- **What is being asked**
State how many lines in the listing below include the word "nodes", and add nothing besides the number.

### Given records

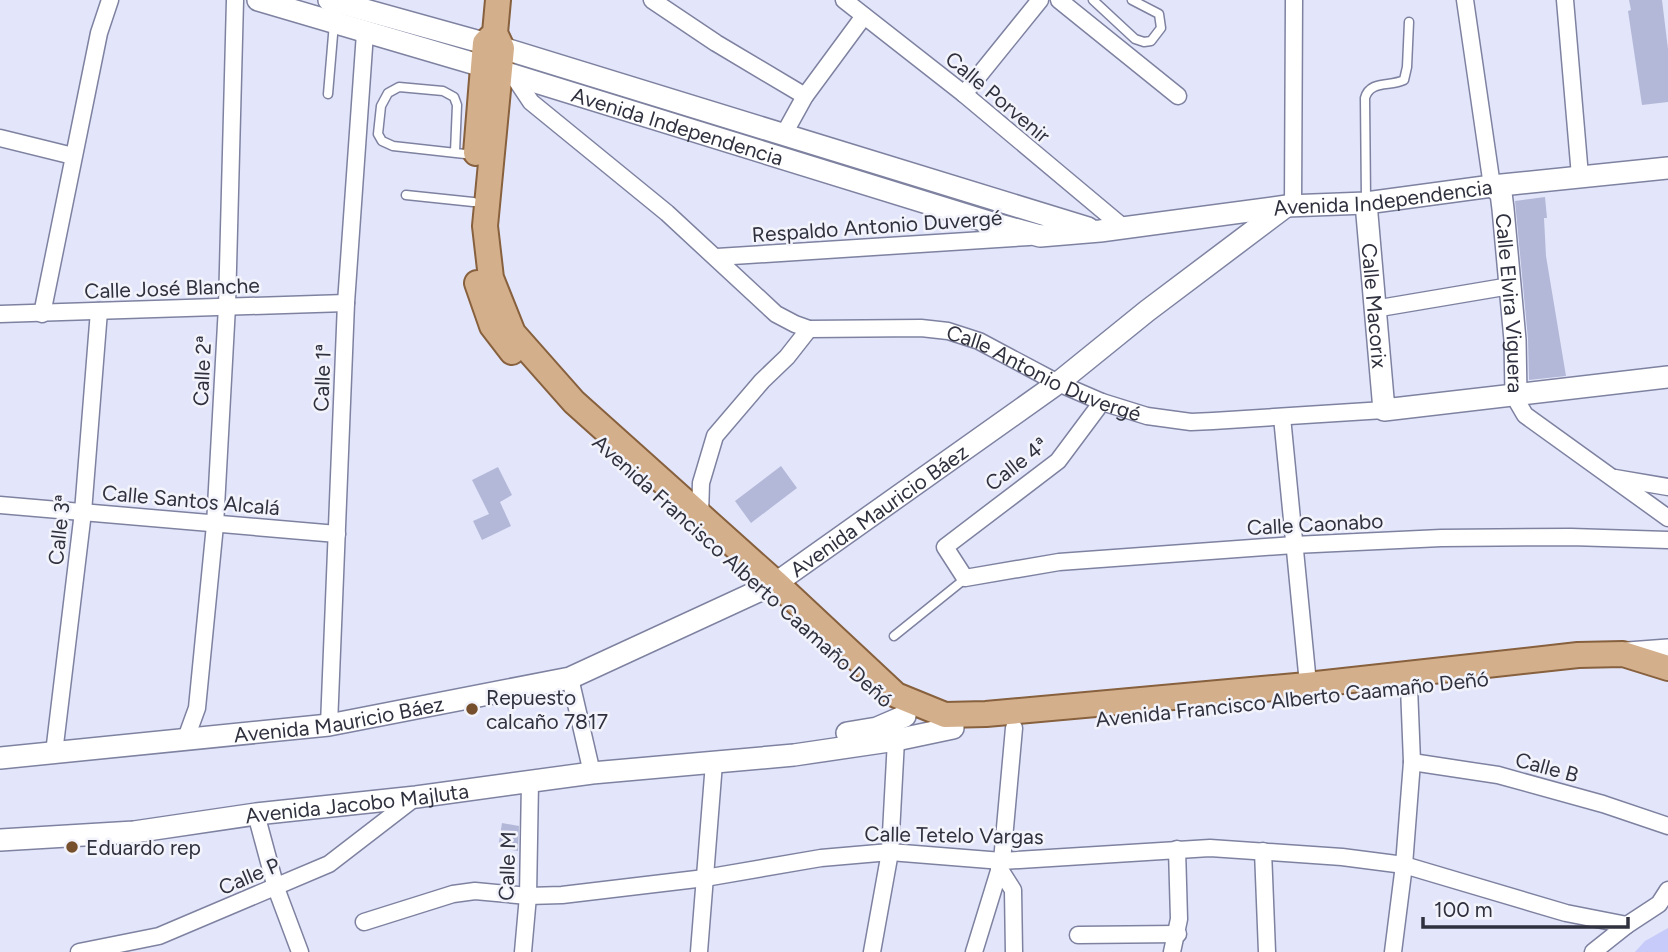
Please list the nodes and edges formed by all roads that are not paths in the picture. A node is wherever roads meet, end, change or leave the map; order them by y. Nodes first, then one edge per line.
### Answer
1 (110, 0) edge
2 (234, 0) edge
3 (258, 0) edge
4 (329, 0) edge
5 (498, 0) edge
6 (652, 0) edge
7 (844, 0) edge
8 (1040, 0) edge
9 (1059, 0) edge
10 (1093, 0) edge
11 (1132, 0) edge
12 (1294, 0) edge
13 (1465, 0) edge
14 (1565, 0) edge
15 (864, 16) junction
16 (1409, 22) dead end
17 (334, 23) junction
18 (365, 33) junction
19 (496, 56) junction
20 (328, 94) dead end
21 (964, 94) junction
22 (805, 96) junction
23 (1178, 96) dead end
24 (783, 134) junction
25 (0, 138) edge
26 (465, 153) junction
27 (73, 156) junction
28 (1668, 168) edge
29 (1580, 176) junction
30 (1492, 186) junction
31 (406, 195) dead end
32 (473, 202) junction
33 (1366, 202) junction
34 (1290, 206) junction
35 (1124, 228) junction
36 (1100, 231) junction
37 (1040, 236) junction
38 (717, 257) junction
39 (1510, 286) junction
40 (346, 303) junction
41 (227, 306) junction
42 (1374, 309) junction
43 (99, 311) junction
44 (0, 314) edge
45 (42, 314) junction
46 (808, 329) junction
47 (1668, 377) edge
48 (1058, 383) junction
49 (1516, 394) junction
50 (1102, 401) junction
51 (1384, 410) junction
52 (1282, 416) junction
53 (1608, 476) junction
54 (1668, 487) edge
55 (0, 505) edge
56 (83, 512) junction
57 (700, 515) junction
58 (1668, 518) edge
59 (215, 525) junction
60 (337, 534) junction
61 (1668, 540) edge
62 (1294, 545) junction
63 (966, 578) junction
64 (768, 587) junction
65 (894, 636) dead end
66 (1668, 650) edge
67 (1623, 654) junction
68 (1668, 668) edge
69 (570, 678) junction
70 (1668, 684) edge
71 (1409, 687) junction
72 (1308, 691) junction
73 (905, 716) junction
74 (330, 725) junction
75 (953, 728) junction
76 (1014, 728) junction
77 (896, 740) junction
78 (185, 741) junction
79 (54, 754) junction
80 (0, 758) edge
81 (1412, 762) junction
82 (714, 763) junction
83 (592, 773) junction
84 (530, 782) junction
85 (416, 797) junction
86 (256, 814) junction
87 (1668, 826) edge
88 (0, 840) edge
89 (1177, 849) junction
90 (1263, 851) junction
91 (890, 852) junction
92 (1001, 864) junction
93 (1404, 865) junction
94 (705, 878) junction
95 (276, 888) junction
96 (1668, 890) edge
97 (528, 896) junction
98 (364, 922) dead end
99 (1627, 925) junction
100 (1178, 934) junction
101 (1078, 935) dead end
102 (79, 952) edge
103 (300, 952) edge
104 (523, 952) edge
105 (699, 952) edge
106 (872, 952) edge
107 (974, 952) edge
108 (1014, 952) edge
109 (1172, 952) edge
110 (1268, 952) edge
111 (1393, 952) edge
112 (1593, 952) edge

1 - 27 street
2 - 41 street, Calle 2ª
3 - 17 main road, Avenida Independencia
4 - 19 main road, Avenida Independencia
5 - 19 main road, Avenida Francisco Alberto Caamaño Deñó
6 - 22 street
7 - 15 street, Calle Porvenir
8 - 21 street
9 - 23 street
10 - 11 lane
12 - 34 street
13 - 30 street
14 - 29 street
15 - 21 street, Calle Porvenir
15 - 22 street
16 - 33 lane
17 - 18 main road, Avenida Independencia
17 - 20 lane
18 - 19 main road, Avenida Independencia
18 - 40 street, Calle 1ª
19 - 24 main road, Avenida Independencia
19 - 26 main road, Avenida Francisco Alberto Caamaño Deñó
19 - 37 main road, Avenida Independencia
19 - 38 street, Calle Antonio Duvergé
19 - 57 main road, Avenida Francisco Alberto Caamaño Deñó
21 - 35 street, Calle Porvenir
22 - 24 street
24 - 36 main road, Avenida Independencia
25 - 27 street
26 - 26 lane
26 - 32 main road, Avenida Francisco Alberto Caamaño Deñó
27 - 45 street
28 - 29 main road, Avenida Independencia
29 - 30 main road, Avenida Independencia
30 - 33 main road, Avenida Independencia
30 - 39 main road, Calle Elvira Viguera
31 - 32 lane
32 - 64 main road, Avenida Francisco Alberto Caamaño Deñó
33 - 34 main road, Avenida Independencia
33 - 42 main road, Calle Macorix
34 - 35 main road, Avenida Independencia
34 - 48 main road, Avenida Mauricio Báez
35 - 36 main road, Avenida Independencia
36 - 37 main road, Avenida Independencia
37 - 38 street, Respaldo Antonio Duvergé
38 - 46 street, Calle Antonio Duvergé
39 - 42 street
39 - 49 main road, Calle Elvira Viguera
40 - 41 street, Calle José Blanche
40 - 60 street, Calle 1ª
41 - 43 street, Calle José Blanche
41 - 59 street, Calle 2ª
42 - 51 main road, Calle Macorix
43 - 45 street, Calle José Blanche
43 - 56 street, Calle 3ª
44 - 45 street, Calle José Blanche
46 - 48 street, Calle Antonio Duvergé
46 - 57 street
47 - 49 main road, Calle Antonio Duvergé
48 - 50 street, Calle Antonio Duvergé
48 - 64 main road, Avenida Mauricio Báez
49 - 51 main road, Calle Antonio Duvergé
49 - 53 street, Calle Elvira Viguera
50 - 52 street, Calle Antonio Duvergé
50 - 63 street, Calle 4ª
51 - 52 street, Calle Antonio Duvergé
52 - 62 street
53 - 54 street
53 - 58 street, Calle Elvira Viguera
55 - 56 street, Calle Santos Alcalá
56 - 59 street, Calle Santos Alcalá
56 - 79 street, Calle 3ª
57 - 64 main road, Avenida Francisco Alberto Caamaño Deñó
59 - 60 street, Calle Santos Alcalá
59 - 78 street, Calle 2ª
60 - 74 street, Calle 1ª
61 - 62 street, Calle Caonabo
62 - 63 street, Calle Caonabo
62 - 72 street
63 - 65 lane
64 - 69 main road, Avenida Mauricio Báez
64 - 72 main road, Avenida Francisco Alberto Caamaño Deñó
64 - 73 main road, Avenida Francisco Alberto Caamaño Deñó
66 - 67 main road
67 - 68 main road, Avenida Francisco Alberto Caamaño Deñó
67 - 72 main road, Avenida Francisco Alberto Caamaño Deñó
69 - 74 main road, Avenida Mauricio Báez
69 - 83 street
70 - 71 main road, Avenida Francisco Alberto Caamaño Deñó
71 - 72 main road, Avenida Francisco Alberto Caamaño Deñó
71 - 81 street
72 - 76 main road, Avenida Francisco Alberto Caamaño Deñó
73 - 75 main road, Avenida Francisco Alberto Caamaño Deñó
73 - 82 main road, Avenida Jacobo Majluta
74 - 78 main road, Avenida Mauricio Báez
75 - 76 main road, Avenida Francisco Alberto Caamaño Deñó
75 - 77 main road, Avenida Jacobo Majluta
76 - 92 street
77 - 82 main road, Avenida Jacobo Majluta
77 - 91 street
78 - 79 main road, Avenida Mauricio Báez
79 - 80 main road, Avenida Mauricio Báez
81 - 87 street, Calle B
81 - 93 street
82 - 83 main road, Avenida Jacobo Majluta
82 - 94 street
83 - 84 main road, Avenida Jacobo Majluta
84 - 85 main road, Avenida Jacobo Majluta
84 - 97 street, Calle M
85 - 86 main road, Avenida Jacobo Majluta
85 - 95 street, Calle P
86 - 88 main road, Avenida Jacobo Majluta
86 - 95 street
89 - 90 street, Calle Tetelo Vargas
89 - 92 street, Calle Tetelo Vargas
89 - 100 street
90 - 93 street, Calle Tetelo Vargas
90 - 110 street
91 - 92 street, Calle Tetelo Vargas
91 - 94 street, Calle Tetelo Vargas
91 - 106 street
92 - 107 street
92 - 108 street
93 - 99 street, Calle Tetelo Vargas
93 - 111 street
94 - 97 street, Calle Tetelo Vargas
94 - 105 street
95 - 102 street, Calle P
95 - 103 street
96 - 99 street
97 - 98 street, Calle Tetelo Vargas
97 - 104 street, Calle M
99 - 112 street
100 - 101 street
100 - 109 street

######
### Given records

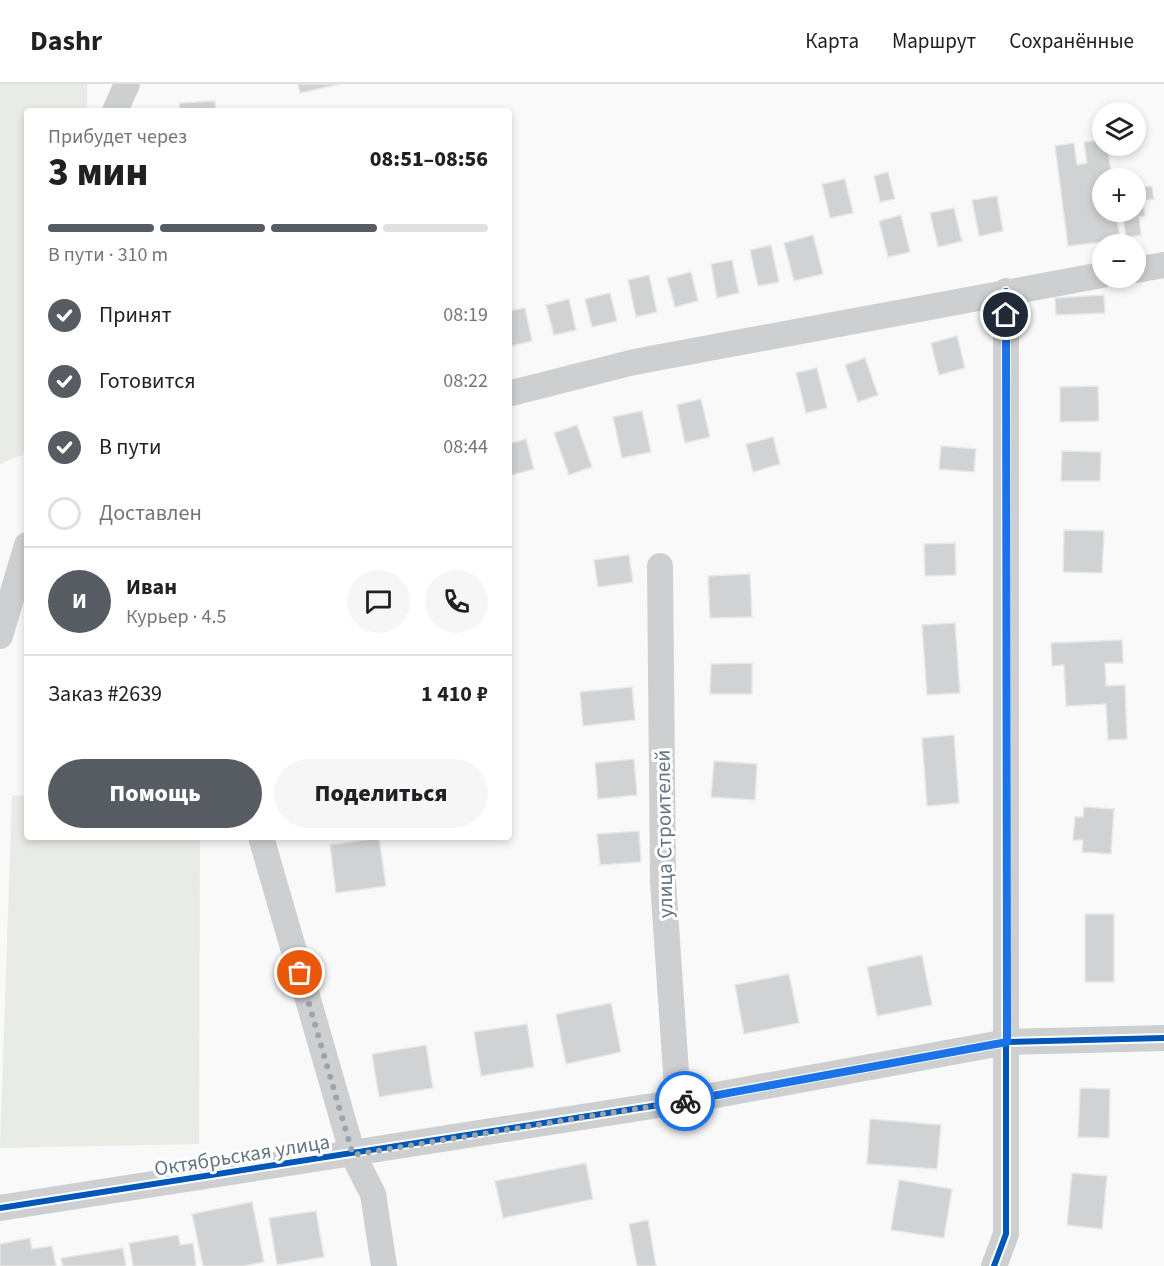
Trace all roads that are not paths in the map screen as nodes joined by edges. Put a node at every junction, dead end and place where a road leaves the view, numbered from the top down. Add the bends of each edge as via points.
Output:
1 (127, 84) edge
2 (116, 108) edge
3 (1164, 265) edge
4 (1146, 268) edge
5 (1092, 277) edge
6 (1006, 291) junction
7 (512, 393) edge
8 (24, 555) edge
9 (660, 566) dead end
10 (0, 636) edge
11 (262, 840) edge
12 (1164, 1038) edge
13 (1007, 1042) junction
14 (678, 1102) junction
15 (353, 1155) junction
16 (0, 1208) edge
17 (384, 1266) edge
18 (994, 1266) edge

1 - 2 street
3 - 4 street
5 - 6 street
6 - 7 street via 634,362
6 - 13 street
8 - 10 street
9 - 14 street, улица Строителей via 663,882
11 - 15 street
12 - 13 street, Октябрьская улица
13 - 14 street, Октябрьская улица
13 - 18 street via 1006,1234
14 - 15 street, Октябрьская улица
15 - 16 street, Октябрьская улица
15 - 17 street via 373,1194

######

- **Solution below**
2